Never stayed at the site in Antrim, but I am from the area (originally) good news on the boyracers (of which I used to be one) they are not allowed into the carpark beside the caravan/camping site any longer....the council own the site and have put up a barrier which is religiously closed after dark....

the train/bus station in antrim is a 2miles walk (very nice walk along a river and then some old castle grounds).....

there is a site in Newtownabbey again never stayed here either, but should be ok it again council owned but it is just of a dual carriageway, road noise if one of the few noises that doesn't keep me awake...


this is not so convenient to belfast but don't forget there is an 'aire' in Broughshane outside Ballymena....


----------



## 101776 (Nov 13, 2006)

Yes Sallytraffic, it is the one I mentioned, sorry I have not been back to you via PM (o/h not home till late last night).

The manager at that site is a really nice chap, they just run it as a side line to the ice bowl, will be interested to hear anyones feedback on it being as I'm supposed to be spending xmas and new year there....

if you want to stay out of town, there is the Carnfunnock country park at Drains Bay (coast road near Ballygally), lots to do there, can be a bit noisy with kids in high season.)

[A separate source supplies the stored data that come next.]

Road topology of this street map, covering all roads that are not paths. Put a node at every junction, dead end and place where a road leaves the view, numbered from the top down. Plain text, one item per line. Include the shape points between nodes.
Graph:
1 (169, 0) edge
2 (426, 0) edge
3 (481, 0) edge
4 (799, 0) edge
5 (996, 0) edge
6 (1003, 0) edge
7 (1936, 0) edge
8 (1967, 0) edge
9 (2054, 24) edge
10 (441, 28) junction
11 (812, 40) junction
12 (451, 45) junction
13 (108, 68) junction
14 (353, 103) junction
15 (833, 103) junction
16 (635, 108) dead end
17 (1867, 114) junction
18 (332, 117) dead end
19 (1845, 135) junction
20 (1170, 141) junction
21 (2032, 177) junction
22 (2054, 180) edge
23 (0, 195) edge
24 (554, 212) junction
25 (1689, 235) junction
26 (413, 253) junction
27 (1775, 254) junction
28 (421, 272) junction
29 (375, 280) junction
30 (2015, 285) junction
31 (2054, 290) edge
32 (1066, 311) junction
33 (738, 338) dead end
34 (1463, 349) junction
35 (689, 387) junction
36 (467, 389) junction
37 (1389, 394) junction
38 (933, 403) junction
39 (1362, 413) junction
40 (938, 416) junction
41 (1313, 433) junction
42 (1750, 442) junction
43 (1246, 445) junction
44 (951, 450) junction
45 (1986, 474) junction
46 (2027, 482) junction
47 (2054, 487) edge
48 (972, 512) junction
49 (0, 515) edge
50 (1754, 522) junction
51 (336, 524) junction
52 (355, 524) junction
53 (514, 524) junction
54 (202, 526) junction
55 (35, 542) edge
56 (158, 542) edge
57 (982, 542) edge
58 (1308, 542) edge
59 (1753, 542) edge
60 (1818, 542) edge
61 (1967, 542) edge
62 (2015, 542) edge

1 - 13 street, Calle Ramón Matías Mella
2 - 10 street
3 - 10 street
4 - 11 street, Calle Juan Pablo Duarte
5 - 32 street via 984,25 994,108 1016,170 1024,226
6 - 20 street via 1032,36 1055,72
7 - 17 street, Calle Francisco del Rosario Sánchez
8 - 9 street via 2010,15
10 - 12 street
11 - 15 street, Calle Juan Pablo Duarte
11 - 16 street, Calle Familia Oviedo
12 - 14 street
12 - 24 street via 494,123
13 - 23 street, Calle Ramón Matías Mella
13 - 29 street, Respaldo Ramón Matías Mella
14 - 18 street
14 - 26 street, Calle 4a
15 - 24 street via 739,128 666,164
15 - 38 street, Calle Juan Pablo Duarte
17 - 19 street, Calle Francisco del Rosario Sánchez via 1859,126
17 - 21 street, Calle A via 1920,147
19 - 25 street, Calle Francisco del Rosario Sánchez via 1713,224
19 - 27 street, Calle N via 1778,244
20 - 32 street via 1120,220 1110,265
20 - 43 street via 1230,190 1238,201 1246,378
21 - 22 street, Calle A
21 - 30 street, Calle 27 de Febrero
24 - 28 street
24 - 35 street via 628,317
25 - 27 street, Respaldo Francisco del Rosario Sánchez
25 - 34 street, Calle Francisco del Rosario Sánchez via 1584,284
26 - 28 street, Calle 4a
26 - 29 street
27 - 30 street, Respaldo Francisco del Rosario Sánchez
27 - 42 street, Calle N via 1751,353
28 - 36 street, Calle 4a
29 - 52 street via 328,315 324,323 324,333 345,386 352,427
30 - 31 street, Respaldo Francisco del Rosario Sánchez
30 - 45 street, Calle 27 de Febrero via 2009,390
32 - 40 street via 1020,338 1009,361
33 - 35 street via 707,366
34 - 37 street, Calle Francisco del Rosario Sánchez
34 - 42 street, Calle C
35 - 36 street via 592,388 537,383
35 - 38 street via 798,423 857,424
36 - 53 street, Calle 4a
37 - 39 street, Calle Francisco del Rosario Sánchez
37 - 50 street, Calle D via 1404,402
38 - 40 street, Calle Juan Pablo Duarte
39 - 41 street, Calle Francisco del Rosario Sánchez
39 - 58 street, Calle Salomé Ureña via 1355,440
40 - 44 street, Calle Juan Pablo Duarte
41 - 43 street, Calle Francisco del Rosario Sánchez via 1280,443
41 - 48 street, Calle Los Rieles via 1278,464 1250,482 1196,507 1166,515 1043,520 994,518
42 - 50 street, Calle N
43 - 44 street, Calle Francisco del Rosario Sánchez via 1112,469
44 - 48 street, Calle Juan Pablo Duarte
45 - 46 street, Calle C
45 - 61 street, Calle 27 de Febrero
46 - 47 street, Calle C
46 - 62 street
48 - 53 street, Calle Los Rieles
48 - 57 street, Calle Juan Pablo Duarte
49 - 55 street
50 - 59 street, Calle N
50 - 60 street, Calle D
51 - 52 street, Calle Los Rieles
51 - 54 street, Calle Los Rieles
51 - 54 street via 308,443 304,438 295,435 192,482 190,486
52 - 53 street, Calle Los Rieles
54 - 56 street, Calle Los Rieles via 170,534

Don't forget you may be in Ireland for their shut down 12th July onwards for two weeks..... it is very busy at coast during that time...as its their holiday.


----------



## sallytrafic (Jan 17, 2006)

bouncer said:


> Yes Sallytraffic, it is the one I mentioned, sorry I have not been back to you via PM (o/h not home till late last night).
> 
> The manager at that site is a really nice chap, they just run it as a side line to the ice bowl, will be interested to hear anyones feedback on it being as I'm supposed to be spending xmas and new year there....
> 
> ...


Thanks Bouncer it will be well into Sept before I get around as far as Belfast but I will certainly review the site.


----------



## Shen (Jan 14, 2006)

*Ireland touring*

Wild camp.

In 7 nights we used sites twice.

On arrival and one night due to a gas issue.

There seem to be very few sites in Ireland. In essence from what we could see there is no demand. You can wild camp all over the place and there were very few caravans around.

I do not say this idly as we were over to look at buying a site and decided against it within three days of touring. There is not the traffic to make a site pay.

I can't blame the caravanners for not touring over there, the roads.... no more comment.

Shen


----------



## sallytrafic (Jan 17, 2006)

By the by no sites in the database if you search on Belfast. A couple within striking distance on the campsite map - don't you want us to visit?


----------



## 101776 (Nov 13, 2006)

*touring in the trees*

Try this link, you can print off a useful booklet of maps and places to stay a lot of them wildish camping in N. Ireland....

My o/h is from Antrim and he had not know about these camps...

http://www.forestserviceni.gov.uk/index/activities/touring-caravans-(touring-in-the-trees).htm


----------